Start of RECORDS FOR THIS TASK
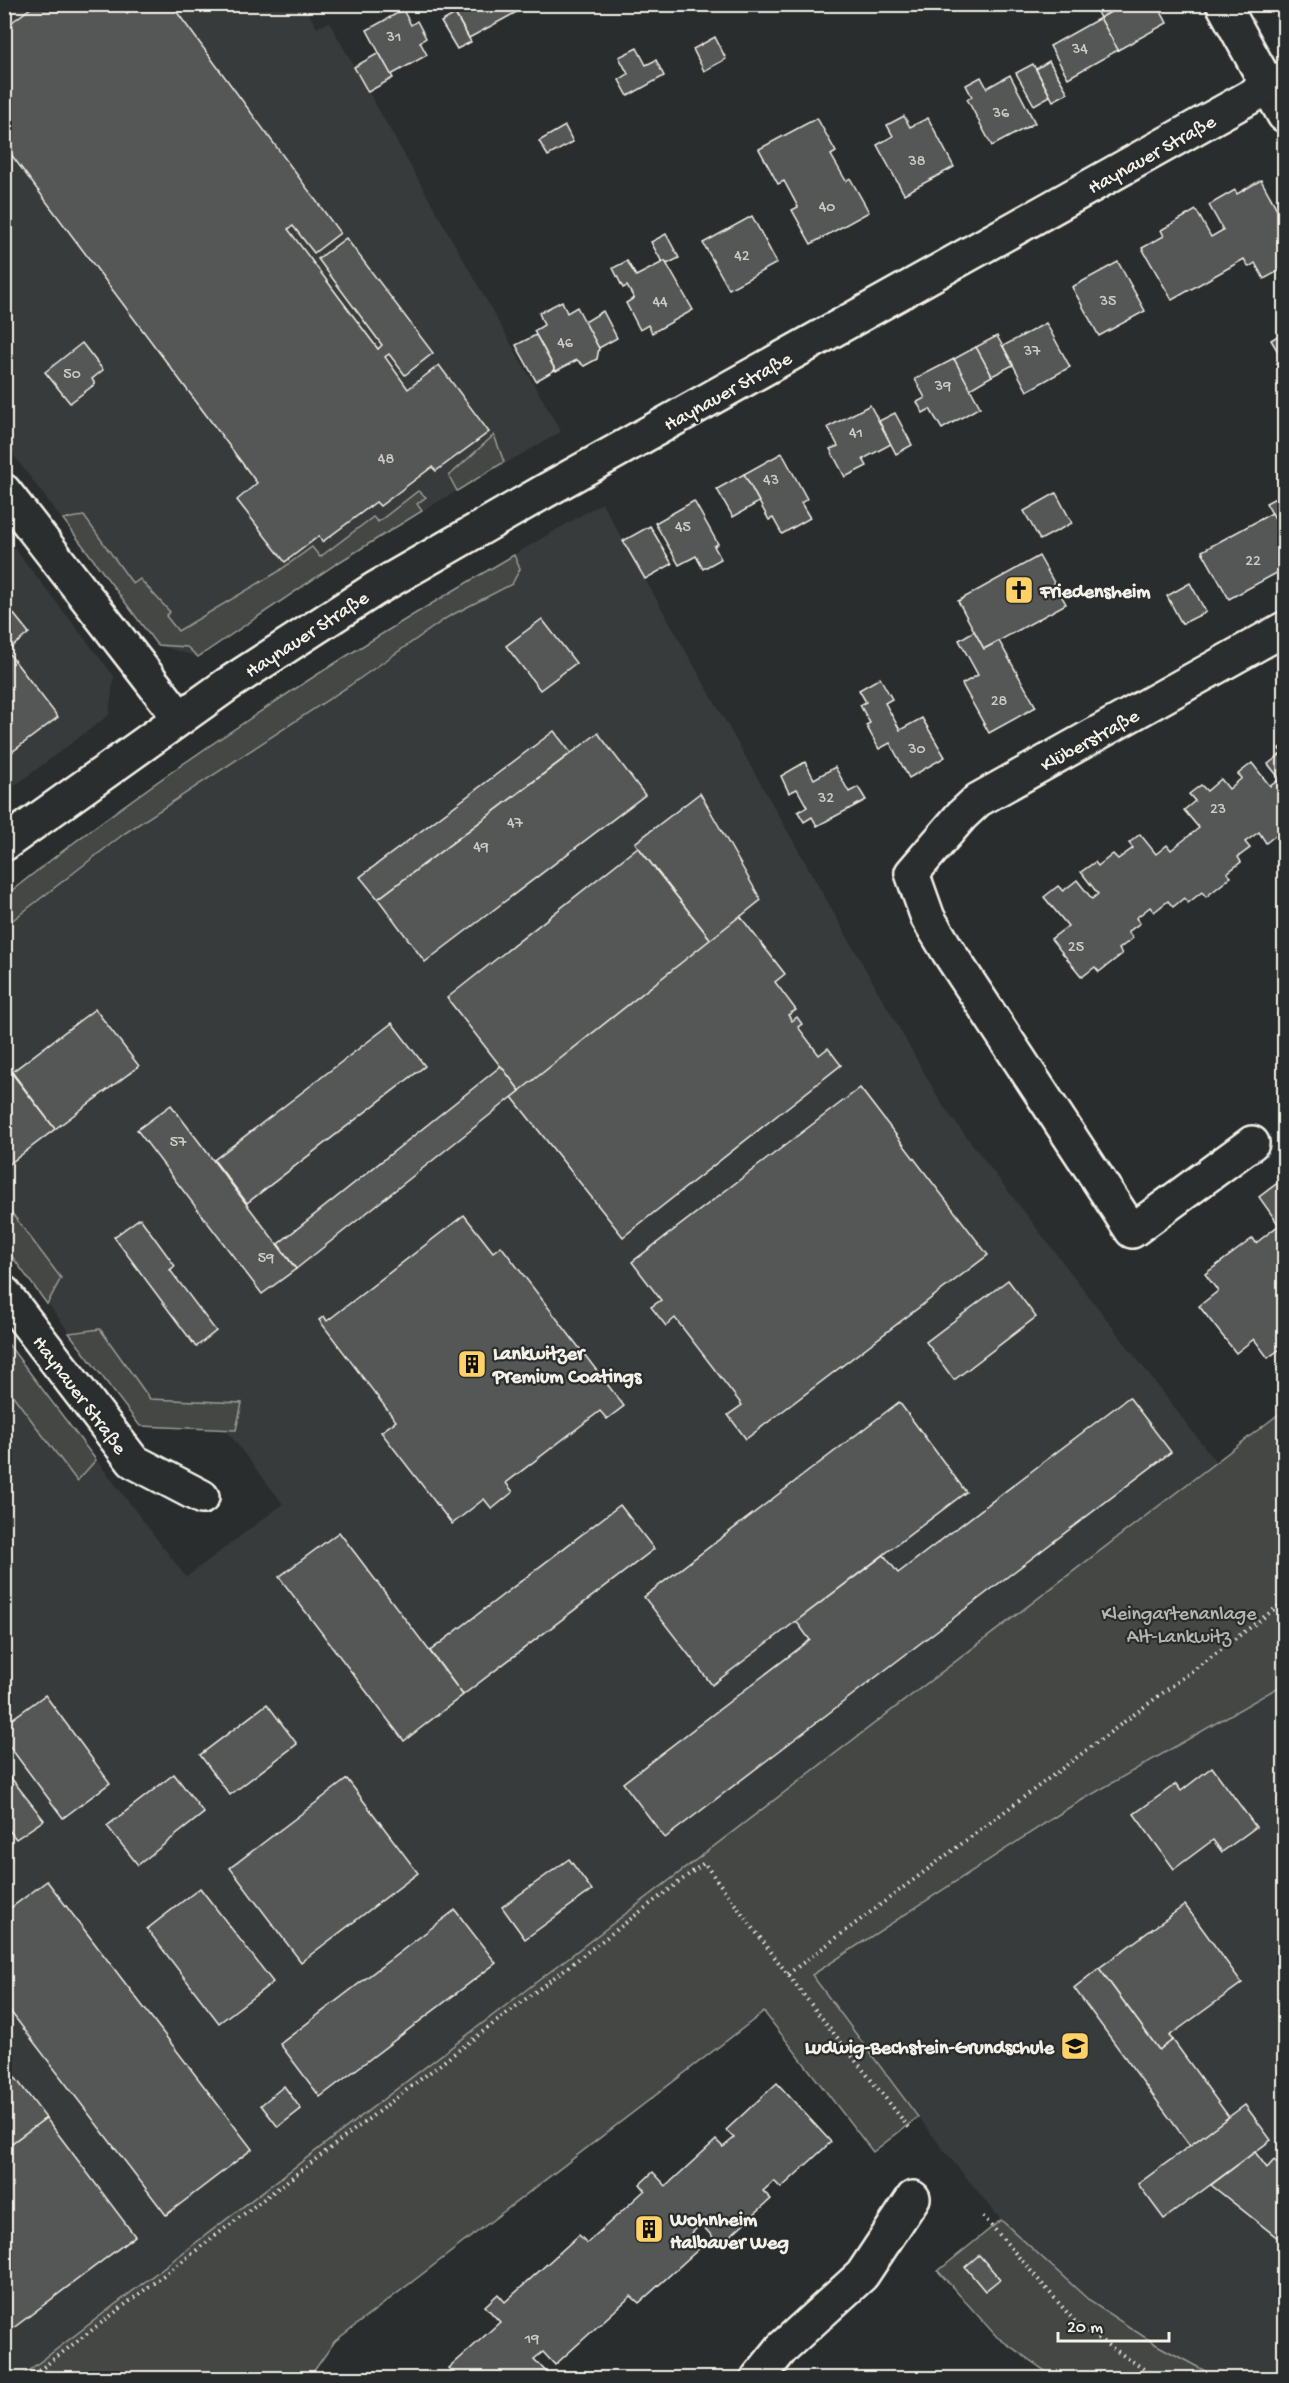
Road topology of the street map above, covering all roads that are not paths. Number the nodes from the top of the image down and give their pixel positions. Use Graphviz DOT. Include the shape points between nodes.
graph roads {
  1 [pos="1223,4"];
  2 [pos="1279,93"];
  3 [pos="4,491"];
  4 [pos="1284,629"];
  5 [pos="180,718"];
  6 [pos="4,844"];
  7 [pos="1252,1143"];
  8 [pos="4,1293"];
  9 [pos="202,1497"];
  10 [pos="913,2198"];
  11 [pos="758,2379"];
  1 -- 2 [label="street"];
  2 -- 5 [label="street, Haynauer Straße" via="545,491 375,589"];
  3 -- 5 [label="street"];
  4 -- 7 [label="street, Klüberstraße" via="978,801 912,873 928,918 948,951 1132,1231"];
  5 -- 6 [label="street, Haynauer Straße"];
  8 -- 9 [label="street, Haynauer Straße" via="133,1461"];
  10 -- 11 [label="street" via="862,2275 783,2347"];
}
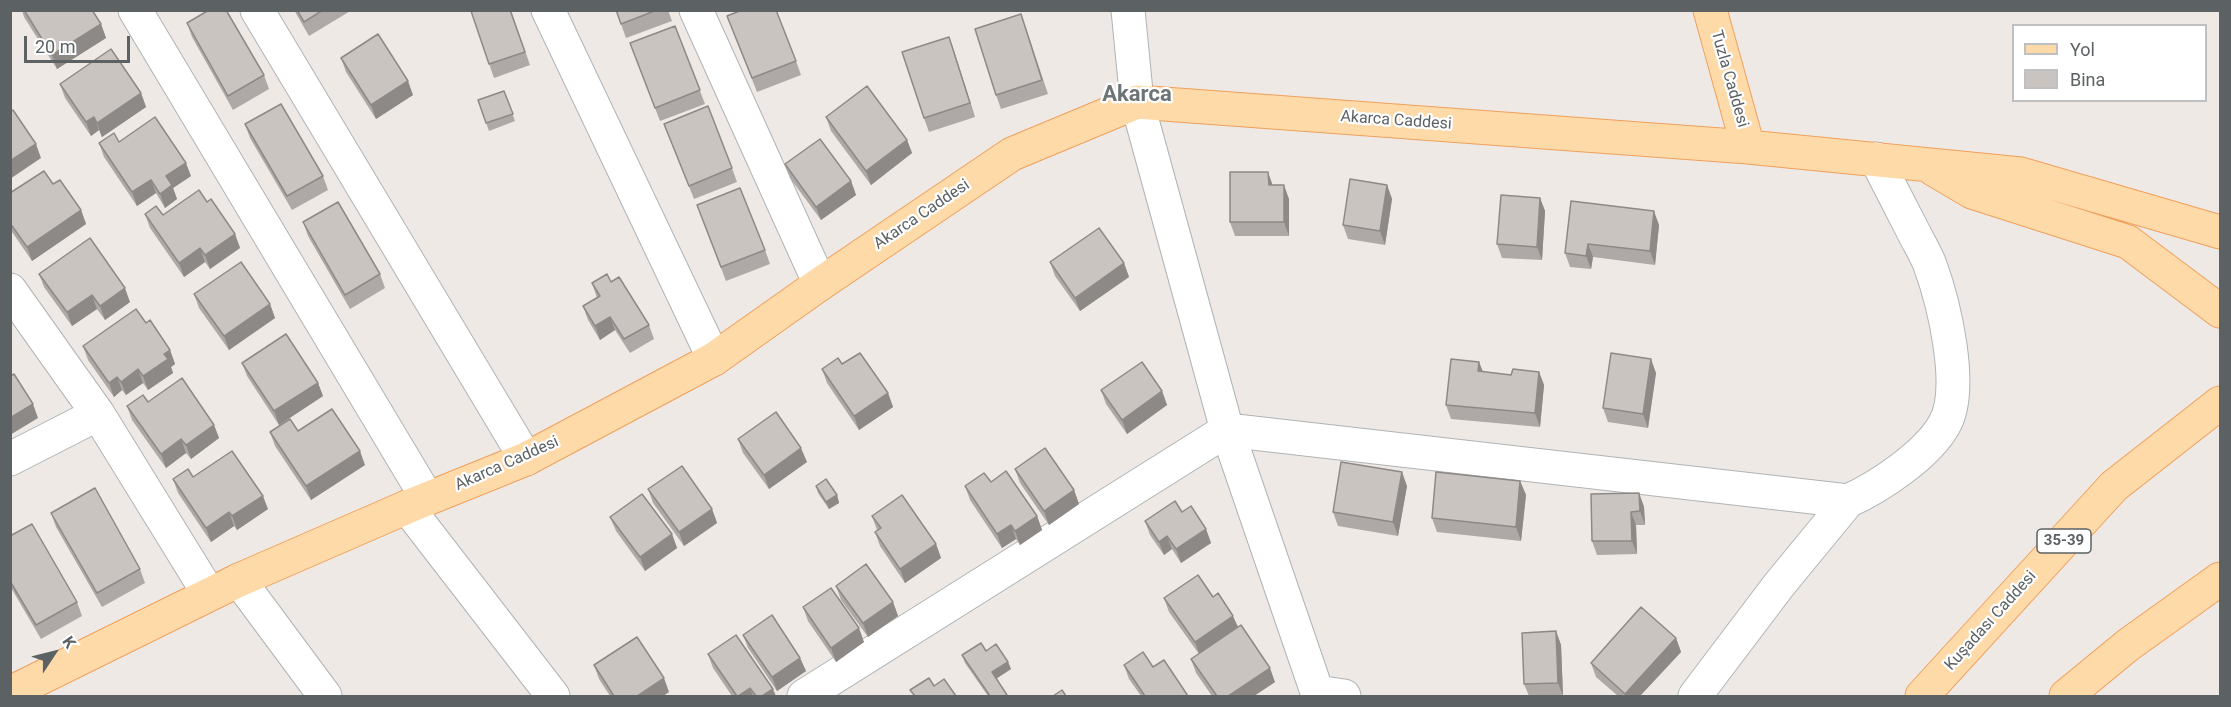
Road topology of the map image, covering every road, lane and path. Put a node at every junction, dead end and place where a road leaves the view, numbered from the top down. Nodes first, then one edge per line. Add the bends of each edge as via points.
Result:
1 (135, 10) edge
2 (256, 10) edge
3 (548, 10) edge
4 (696, 10) edge
5 (1128, 10) edge
6 (1710, 10) edge
7 (1137, 102) junction
8 (1748, 147) junction
9 (1876, 159) junction
10 (1923, 164) junction
11 (2220, 232) edge
12 (820, 284) junction
13 (10, 290) edge
14 (2220, 311) edge
15 (714, 359) junction
16 (2220, 403) edge
17 (98, 414) junction
18 (1227, 430) junction
19 (10, 459) edge
20 (526, 459) junction
21 (1848, 501) junction
22 (417, 503) junction
23 (2220, 579) edge
24 (239, 580) junction
25 (209, 594) junction
26 (10, 693) edge
27 (1322, 695) edge
28 (325, 696) edge
29 (553, 696) edge
30 (804, 696) edge
31 (1695, 696) edge
32 (1922, 696) edge
33 (2066, 696) edge

1 - 22 street
2 - 20 street
3 - 15 street
4 - 12 street
5 - 7 street
6 - 8 main road, Tuzla Caddesi
7 - 8 main road, Akarca Caddesi
7 - 12 main road, Akarca Caddesi via 1012,154
7 - 18 street
8 - 9 main road, Akarca Caddesi
9 - 10 main road, Akarca Caddesi
9 - 21 street via 1930,265 1954,375 1952,404 1944,426 1924,448 1865,493
10 - 11 main road, Akarca Caddesi via 2021,174
10 - 14 main road via 1972,192 2128,242
12 - 15 main road, Akarca Caddesi
13 - 17 street
15 - 20 main road, Akarca Caddesi
16 - 32 main road, Kuşadası Caddesi / 35-39 via 2114,486
17 - 19 street
17 - 25 street
18 - 21 street
18 - 27 street
18 - 30 street
20 - 22 main road, Akarca Caddesi
21 - 31 street
22 - 24 main road, Akarca Caddesi
22 - 29 street
23 - 33 main road via 2128,645
24 - 25 main road, Akarca Caddesi
24 - 28 street
25 - 26 main road, Akarca Caddesi

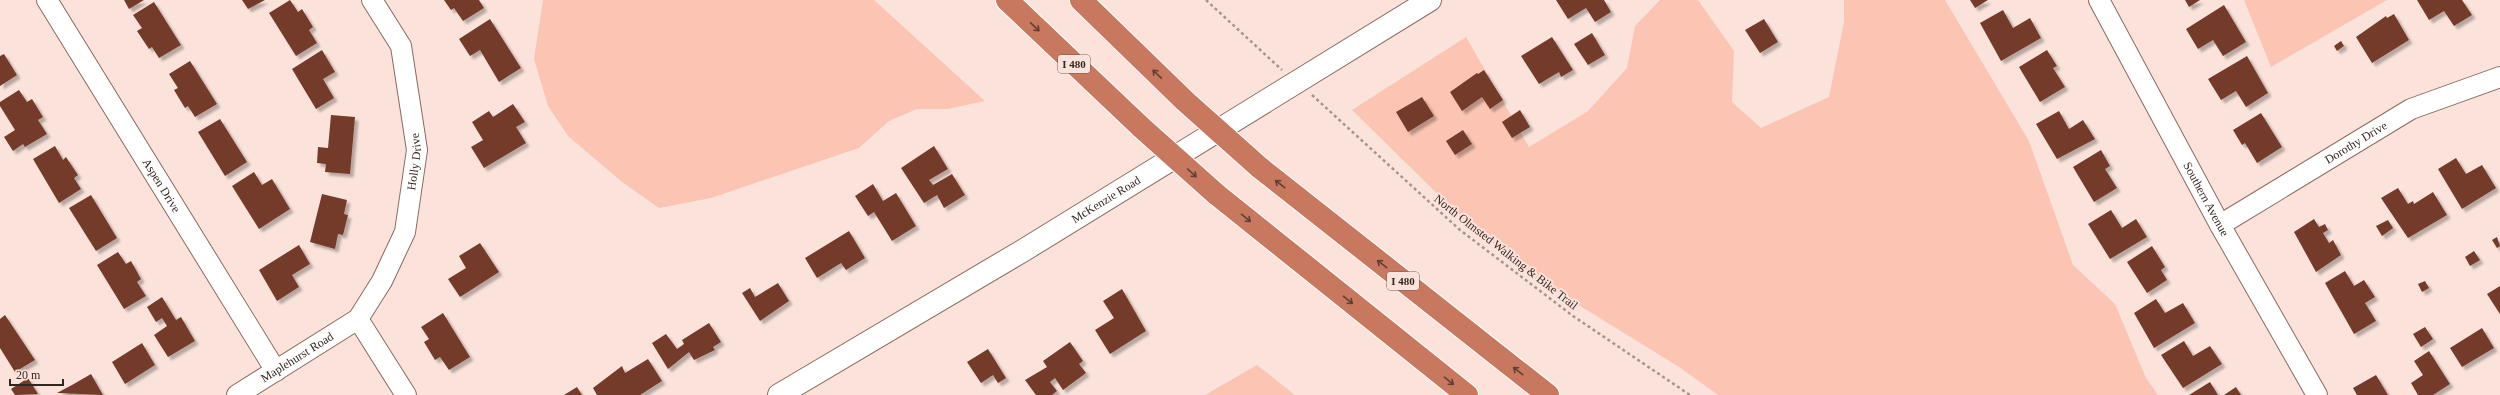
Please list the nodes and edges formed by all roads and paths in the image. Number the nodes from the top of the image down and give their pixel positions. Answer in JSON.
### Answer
{"nodes":[{"id":1,"x":47,"y":0,"type":"edge"},
{"id":2,"x":372,"y":0,"type":"edge"},
{"id":3,"x":1007,"y":0,"type":"edge"},
{"id":4,"x":1081,"y":0,"type":"edge"},
{"id":5,"x":1206,"y":0,"type":"edge"},
{"id":6,"x":1430,"y":0,"type":"edge"},
{"id":7,"x":2099,"y":0,"type":"edge"},
{"id":8,"x":1285,"y":73,"type":"dead end"},
{"id":9,"x":2500,"y":77,"type":"edge"},
{"id":10,"x":1307,"y":90,"type":"dead end"},
{"id":11,"x":2220,"y":225,"type":"junction"},
{"id":12,"x":358,"y":319,"type":"junction"},
{"id":13,"x":276,"y":371,"type":"junction"},
{"id":14,"x":237,"y":395,"type":"edge"},
{"id":15,"x":406,"y":395,"type":"edge"},
{"id":16,"x":779,"y":395,"type":"edge"},
{"id":17,"x":1467,"y":395,"type":"edge"},
{"id":18,"x":1548,"y":395,"type":"edge"},
{"id":19,"x":1690,"y":395,"type":"edge"},
{"id":20,"x":2317,"y":395,"type":"edge"}],
"edges":[{"from":1,"to":13,"type":"street","name":"Aspen Drive"},
{"from":2,"to":12,"type":"street","name":"Holly Drive"},
{"from":3,"to":17,"type":"highway","number":"I 480","one_way":true,"bridge":true},
{"from":18,"to":4,"type":"highway","number":"I 480","one_way":true,"bridge":true},
{"from":5,"to":8,"type":"path"},
{"from":6,"to":16,"type":"street","name":"McKenzie Road"},
{"from":7,"to":11,"type":"street","name":"Southern Avenue"},
{"from":9,"to":11,"type":"street","name":"Dorothy Drive"},
{"from":10,"to":19,"type":"path","name":"North Olmsted Walking & Bike Trail"},
{"from":11,"to":20,"type":"street","name":"Southern Avenue"},
{"from":12,"to":13,"type":"street","name":"Maplehurst Road"},
{"from":12,"to":15,"type":"street"},
{"from":13,"to":14,"type":"street","name":"Maplehurst Road"}]}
End of RECORDS FOR THIS TASK
WHAT IS REQUIRED: All entries should be given again exactly, except that pictures are to be excluded.

TASK RESULT:
Road topology of the street map above, covering all roads that are not paths. Number the nodes from the top of the image down and give their pixel positions. Use Graphviz DOT. Include the shape points between nodes.
graph roads {
  1 [pos="1223,4"];
  2 [pos="1279,93"];
  3 [pos="4,491"];
  4 [pos="1284,629"];
  5 [pos="180,718"];
  6 [pos="4,844"];
  7 [pos="1252,1143"];
  8 [pos="4,1293"];
  9 [pos="202,1497"];
  10 [pos="913,2198"];
  11 [pos="758,2379"];
  1 -- 2 [label="street"];
  2 -- 5 [label="street, Haynauer Straße" via="545,491 375,589"];
  3 -- 5 [label="street"];
  4 -- 7 [label="street, Klüberstraße" via="978,801 912,873 928,918 948,951 1132,1231"];
  5 -- 6 [label="street, Haynauer Straße"];
  8 -- 9 [label="street, Haynauer Straße" via="133,1461"];
  10 -- 11 [label="street" via="862,2275 783,2347"];
}
Road topology of the map image, covering every road, lane and path. Put a node at every junction, dead end and place where a road leaves the view, numbered from the top down. Nodes first, then one edge per line. Add the bends of each edge as via points.
Result:
1 (135, 10) edge
2 (256, 10) edge
3 (548, 10) edge
4 (696, 10) edge
5 (1128, 10) edge
6 (1710, 10) edge
7 (1137, 102) junction
8 (1748, 147) junction
9 (1876, 159) junction
10 (1923, 164) junction
11 (2220, 232) edge
12 (820, 284) junction
13 (10, 290) edge
14 (2220, 311) edge
15 (714, 359) junction
16 (2220, 403) edge
17 (98, 414) junction
18 (1227, 430) junction
19 (10, 459) edge
20 (526, 459) junction
21 (1848, 501) junction
22 (417, 503) junction
23 (2220, 579) edge
24 (239, 580) junction
25 (209, 594) junction
26 (10, 693) edge
27 (1322, 695) edge
28 (325, 696) edge
29 (553, 696) edge
30 (804, 696) edge
31 (1695, 696) edge
32 (1922, 696) edge
33 (2066, 696) edge

1 - 22 street
2 - 20 street
3 - 15 street
4 - 12 street
5 - 7 street
6 - 8 main road, Tuzla Caddesi
7 - 8 main road, Akarca Caddesi
7 - 12 main road, Akarca Caddesi via 1012,154
7 - 18 street
8 - 9 main road, Akarca Caddesi
9 - 10 main road, Akarca Caddesi
9 - 21 street via 1930,265 1954,375 1952,404 1944,426 1924,448 1865,493
10 - 11 main road, Akarca Caddesi via 2021,174
10 - 14 main road via 1972,192 2128,242
12 - 15 main road, Akarca Caddesi
13 - 17 street
15 - 20 main road, Akarca Caddesi
16 - 32 main road, Kuşadası Caddesi / 35-39 via 2114,486
17 - 19 street
17 - 25 street
18 - 21 street
18 - 27 street
18 - 30 street
20 - 22 main road, Akarca Caddesi
21 - 31 street
22 - 24 main road, Akarca Caddesi
22 - 29 street
23 - 33 main road via 2128,645
24 - 25 main road, Akarca Caddesi
24 - 28 street
25 - 26 main road, Akarca Caddesi

Please list the nodes and edges formed by all roads and paths in the image. Number the nodes from the top of the image down and give their pixel positions. Answer in JSON.
### Answer
{"nodes":[{"id":1,"x":47,"y":0,"type":"edge"},
{"id":2,"x":372,"y":0,"type":"edge"},
{"id":3,"x":1007,"y":0,"type":"edge"},
{"id":4,"x":1081,"y":0,"type":"edge"},
{"id":5,"x":1206,"y":0,"type":"edge"},
{"id":6,"x":1430,"y":0,"type":"edge"},
{"id":7,"x":2099,"y":0,"type":"edge"},
{"id":8,"x":1285,"y":73,"type":"dead end"},
{"id":9,"x":2500,"y":77,"type":"edge"},
{"id":10,"x":1307,"y":90,"type":"dead end"},
{"id":11,"x":2220,"y":225,"type":"junction"},
{"id":12,"x":358,"y":319,"type":"junction"},
{"id":13,"x":276,"y":371,"type":"junction"},
{"id":14,"x":237,"y":395,"type":"edge"},
{"id":15,"x":406,"y":395,"type":"edge"},
{"id":16,"x":779,"y":395,"type":"edge"},
{"id":17,"x":1467,"y":395,"type":"edge"},
{"id":18,"x":1548,"y":395,"type":"edge"},
{"id":19,"x":1690,"y":395,"type":"edge"},
{"id":20,"x":2317,"y":395,"type":"edge"}],
"edges":[{"from":1,"to":13,"type":"street","name":"Aspen Drive"},
{"from":2,"to":12,"type":"street","name":"Holly Drive"},
{"from":3,"to":17,"type":"highway","number":"I 480","one_way":true,"bridge":true},
{"from":18,"to":4,"type":"highway","number":"I 480","one_way":true,"bridge":true},
{"from":5,"to":8,"type":"path"},
{"from":6,"to":16,"type":"street","name":"McKenzie Road"},
{"from":7,"to":11,"type":"street","name":"Southern Avenue"},
{"from":9,"to":11,"type":"street","name":"Dorothy Drive"},
{"from":10,"to":19,"type":"path","name":"North Olmsted Walking & Bike Trail"},
{"from":11,"to":20,"type":"street","name":"Southern Avenue"},
{"from":12,"to":13,"type":"street","name":"Maplehurst Road"},
{"from":12,"to":15,"type":"street"},
{"from":13,"to":14,"type":"street","name":"Maplehurst Road"}]}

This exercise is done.